Holmes havia falhado miseravelmente em não sentir, e agora, parecia tarde demais para tentar conter ou evitar. O sentimento já havia lhe tomado, e queimava um pouco mais a cada dia que se passava, tal como fogo num papel encharcado em gasolina. Porém, ele precisava de foco. Precisava se concentrar no caso que havia sido posto em suas mãos, precisava estar com a cabeça no lugar para realizar a invasão que estava prestes a fazer, e seria exatamente isso o que ele faria: ter foco. Ou pelo menos, pelas próximas horas.

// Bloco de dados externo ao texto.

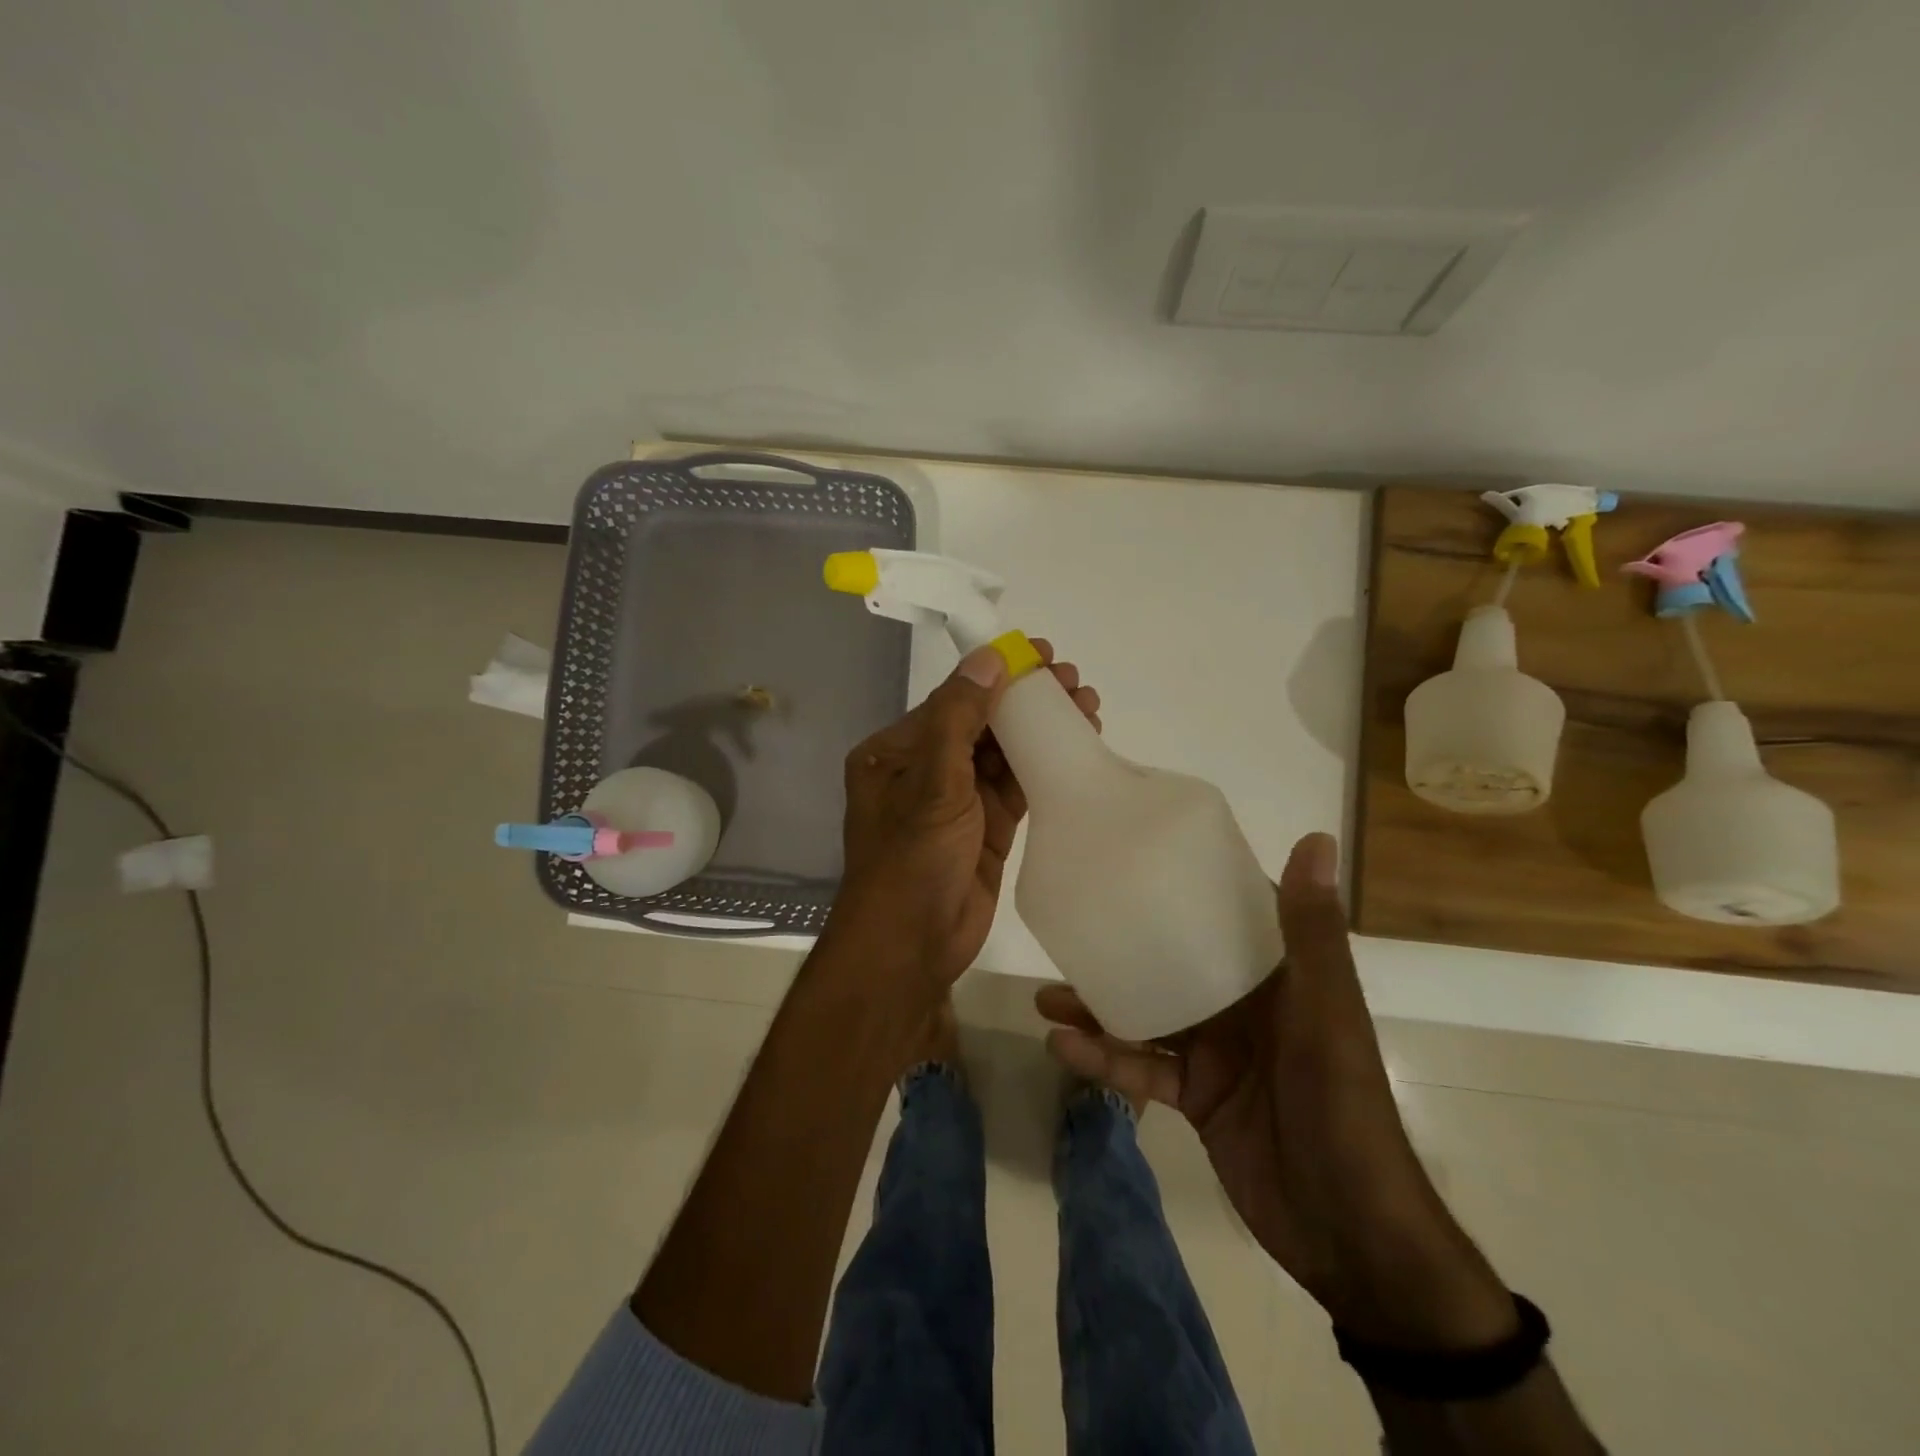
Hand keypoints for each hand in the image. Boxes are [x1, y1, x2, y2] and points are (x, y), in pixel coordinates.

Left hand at [830, 639, 1100, 993]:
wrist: (913, 946)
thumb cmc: (912, 859)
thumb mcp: (933, 782)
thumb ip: (959, 717)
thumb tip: (989, 658)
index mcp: (895, 752)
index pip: (953, 701)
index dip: (997, 676)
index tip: (1042, 655)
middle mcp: (923, 771)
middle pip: (982, 724)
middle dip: (1026, 701)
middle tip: (1074, 681)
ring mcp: (956, 802)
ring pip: (1003, 755)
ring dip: (1040, 731)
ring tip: (1087, 706)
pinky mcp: (985, 830)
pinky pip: (1015, 788)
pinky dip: (1043, 767)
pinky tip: (1076, 747)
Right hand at [1037, 832, 1517, 1350]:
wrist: (1351, 1234)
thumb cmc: (1342, 1107)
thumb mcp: (1325, 1013)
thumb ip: (1311, 932)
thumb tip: (1316, 838)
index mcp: (1278, 976)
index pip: (1231, 913)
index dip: (1190, 883)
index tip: (1137, 856)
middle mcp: (1244, 1006)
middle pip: (1173, 964)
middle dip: (1124, 948)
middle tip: (1071, 930)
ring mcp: (1217, 1053)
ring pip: (1148, 1015)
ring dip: (1100, 1006)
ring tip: (1046, 995)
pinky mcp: (1197, 1097)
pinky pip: (1143, 1070)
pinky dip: (1105, 1060)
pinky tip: (1063, 1047)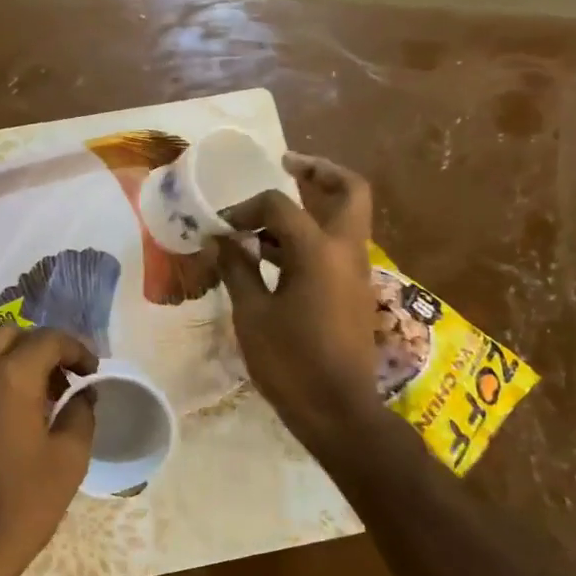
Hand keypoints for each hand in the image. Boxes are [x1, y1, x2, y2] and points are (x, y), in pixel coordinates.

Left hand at [0, 326, 97, 575]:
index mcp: (8, 378)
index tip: (92, 371)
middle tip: (61, 380)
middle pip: (6, 336)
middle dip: (38, 348)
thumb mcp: (68, 463)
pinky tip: (0, 434)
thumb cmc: (19, 508)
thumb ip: (80, 415)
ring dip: (11, 369)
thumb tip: (82, 394)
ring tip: (36, 408)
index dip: (76, 348)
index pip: (47, 339)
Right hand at [214, 153, 384, 451]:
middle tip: (287, 164)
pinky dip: (312, 237)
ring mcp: (355, 272)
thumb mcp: (252, 315)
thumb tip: (220, 239)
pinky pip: (336, 247)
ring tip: (268, 218)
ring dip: (313, 207)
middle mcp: (346, 251)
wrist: (338, 411)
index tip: (220, 227)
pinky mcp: (353, 291)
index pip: (279, 206)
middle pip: (349, 191)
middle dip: (319, 172)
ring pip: (345, 219)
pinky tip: (275, 256)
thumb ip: (236, 269)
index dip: (245, 208)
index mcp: (319, 252)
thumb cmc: (291, 363)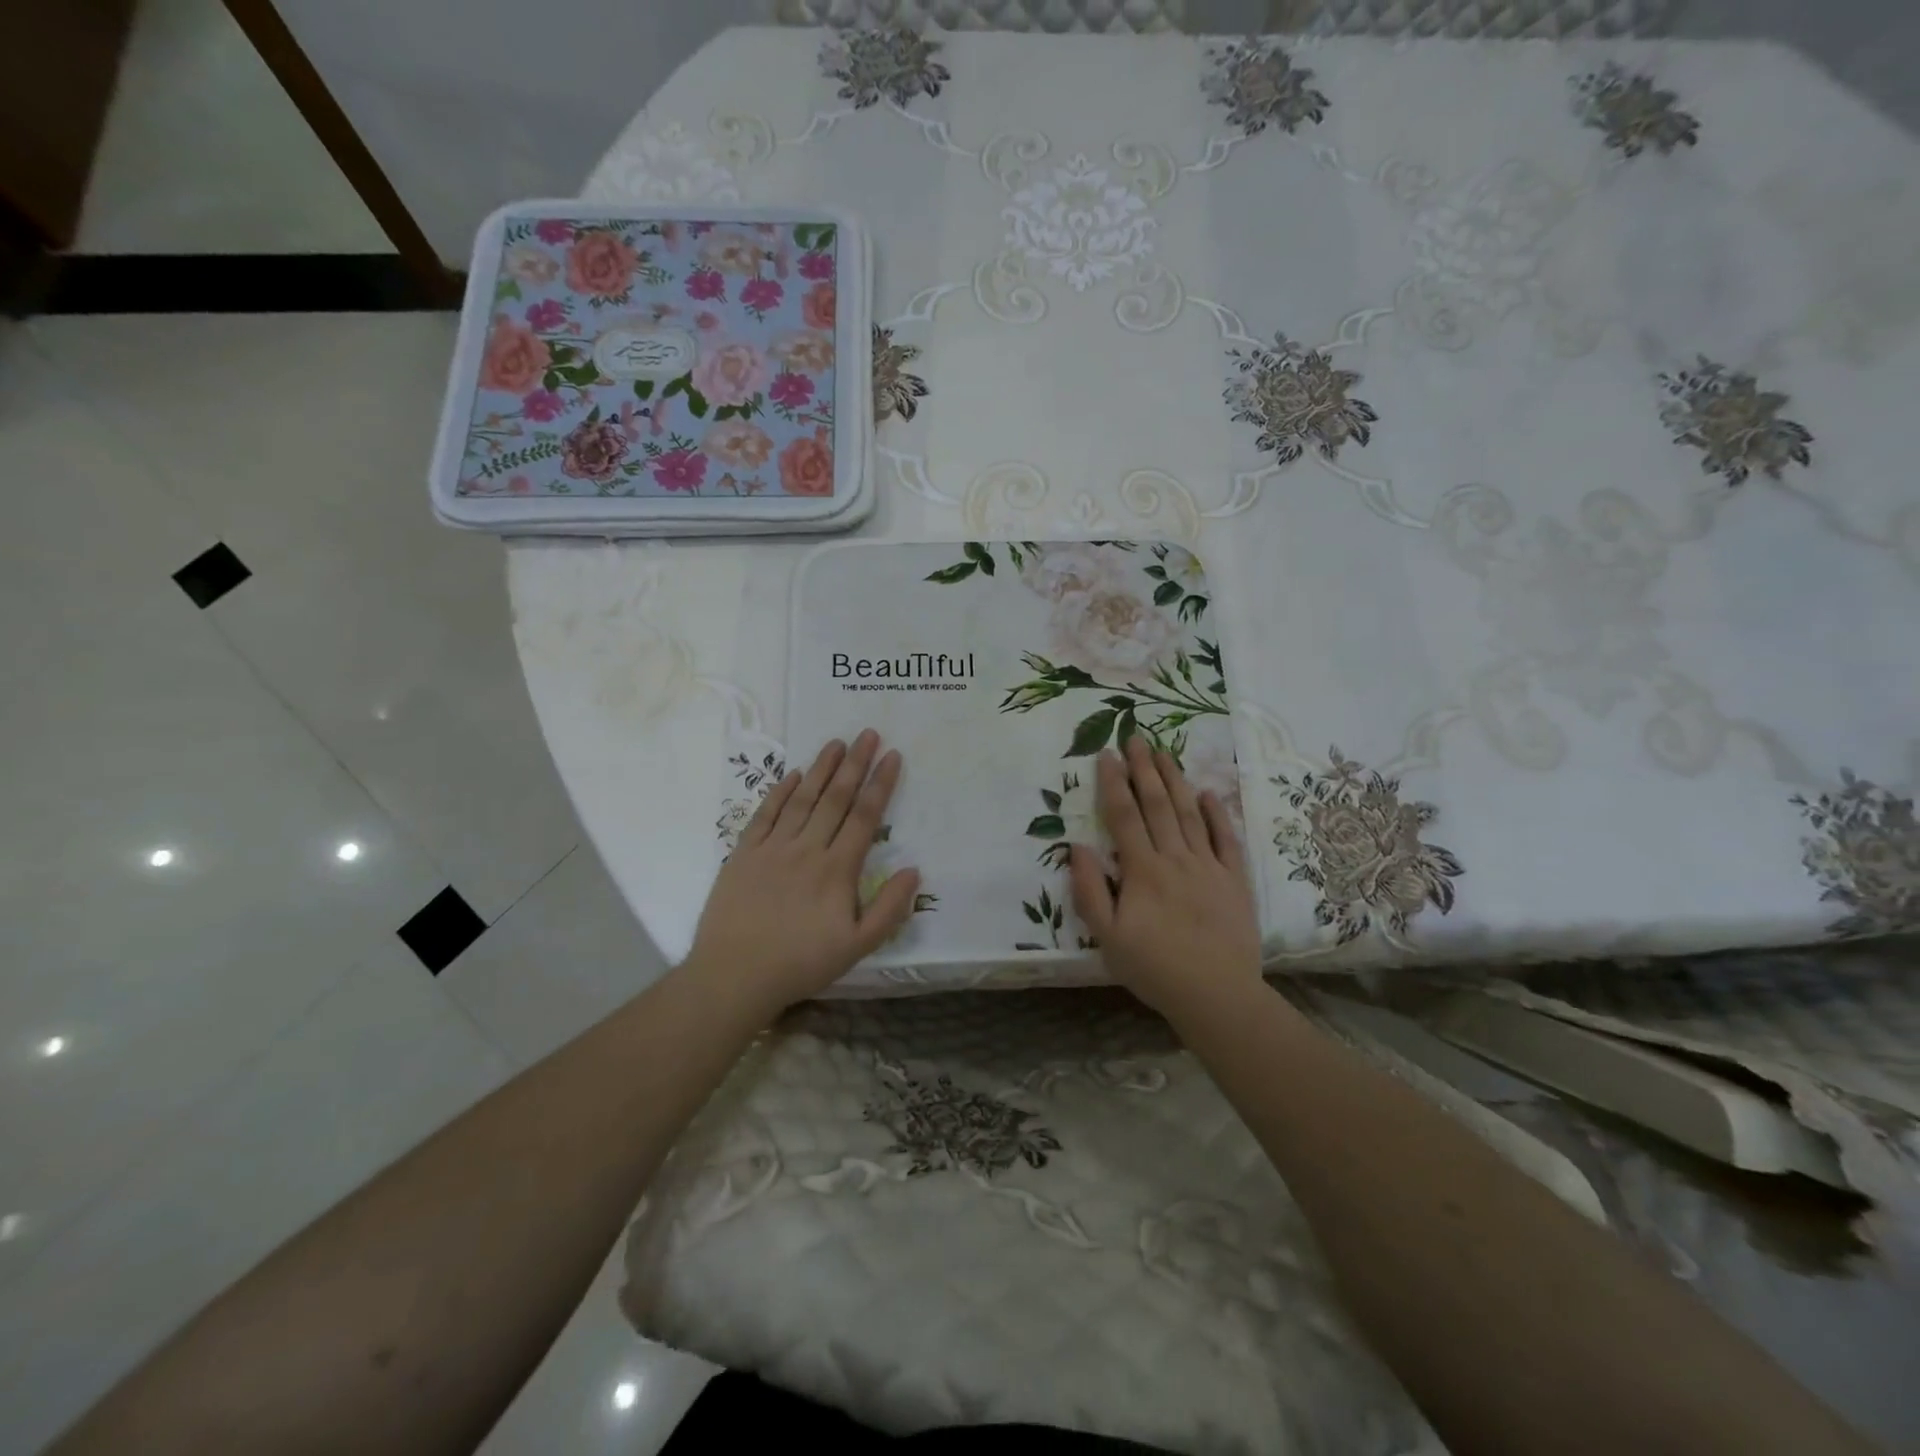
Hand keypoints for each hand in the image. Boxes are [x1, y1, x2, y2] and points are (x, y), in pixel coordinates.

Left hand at [687, 730, 919, 1014]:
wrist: (735, 975)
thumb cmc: (801, 963)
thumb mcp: (857, 946)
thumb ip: (889, 909)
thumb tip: (914, 870)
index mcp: (837, 869)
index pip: (864, 817)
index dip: (881, 784)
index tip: (893, 756)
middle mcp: (807, 849)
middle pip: (836, 798)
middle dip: (855, 763)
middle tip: (868, 733)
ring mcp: (773, 848)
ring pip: (802, 799)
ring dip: (821, 768)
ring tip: (836, 742)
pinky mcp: (744, 854)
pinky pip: (766, 814)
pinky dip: (780, 792)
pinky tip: (792, 775)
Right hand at [1069, 736, 1260, 1019]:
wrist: (1216, 995)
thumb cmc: (1154, 968)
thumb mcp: (1107, 937)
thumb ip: (1090, 890)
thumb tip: (1078, 847)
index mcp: (1143, 870)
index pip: (1124, 816)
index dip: (1113, 783)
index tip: (1106, 754)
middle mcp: (1175, 858)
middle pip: (1157, 804)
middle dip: (1144, 769)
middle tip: (1136, 738)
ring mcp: (1209, 866)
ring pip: (1189, 813)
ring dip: (1175, 780)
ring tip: (1164, 753)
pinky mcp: (1234, 880)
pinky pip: (1226, 839)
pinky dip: (1217, 814)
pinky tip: (1208, 793)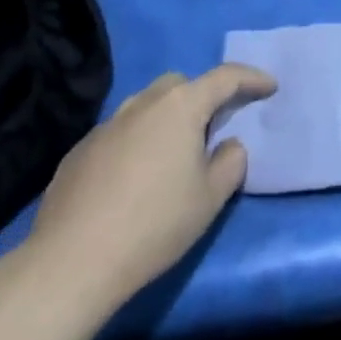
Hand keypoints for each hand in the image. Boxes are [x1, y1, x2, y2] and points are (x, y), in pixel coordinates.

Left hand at [17, 64, 275, 317]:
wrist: (70, 262)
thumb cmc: (154, 224)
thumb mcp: (210, 199)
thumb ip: (231, 163)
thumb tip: (228, 145)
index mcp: (181, 106)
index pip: (226, 77)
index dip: (252, 78)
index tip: (269, 86)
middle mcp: (144, 103)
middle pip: (181, 85)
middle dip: (202, 96)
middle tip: (214, 126)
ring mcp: (107, 124)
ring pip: (147, 106)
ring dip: (166, 119)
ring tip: (172, 154)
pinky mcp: (79, 150)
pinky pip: (119, 133)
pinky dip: (135, 142)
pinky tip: (131, 180)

Enquanto isso, no quarto do hotel, John já havia trocado de roupa para dormir. Ao deitar a cabeça no travesseiro e se cobrir com os lençóis, ele olhou para a imensidão daquela cama acolchoada e se martirizou internamente ao perceber que havia gostado de dormir com Sherlock na noite anterior, e que agora se sentia um tanto solitário por não tê-lo ali consigo.

John olhou para os lírios que havia deixado num vaso sobre a cômoda, e lembrou-se de que ainda não havia tirado o pequeno lírio amarelo que o detetive havia posto em seus cabelos. Será que ele ainda estaria ali? Ao passar a mão atrás de sua orelha, com um meio sorriso, John constatou que sim.

Ele segurou a flor entre os dedos, aproximou-a da própria face e observou seus detalhes com atenção. Enquanto olhava para ela, seu semblante suavizou-se, e seu sorriso até alargou-se um pouco mais. Então, Watson esticou o braço para colocar a pequena flor junto das demais e voltou a encolher-se sob o edredom, a espera que o sono viesse. 

Flores são especiais em diversas culturas ao redor do mundo. Presentear alguém com algo do gênero, sobretudo, pode ser um ato bastante sugestivo. O lírio amarelo por exemplo pode ter diversos significados, e o principal deles, não por acaso, é representar uma amizade que pode se tornar um romance. Mas é claro que John Watson não sabia disso.


Notas Finais


* Cwtch: "dar um abraço aconchegante".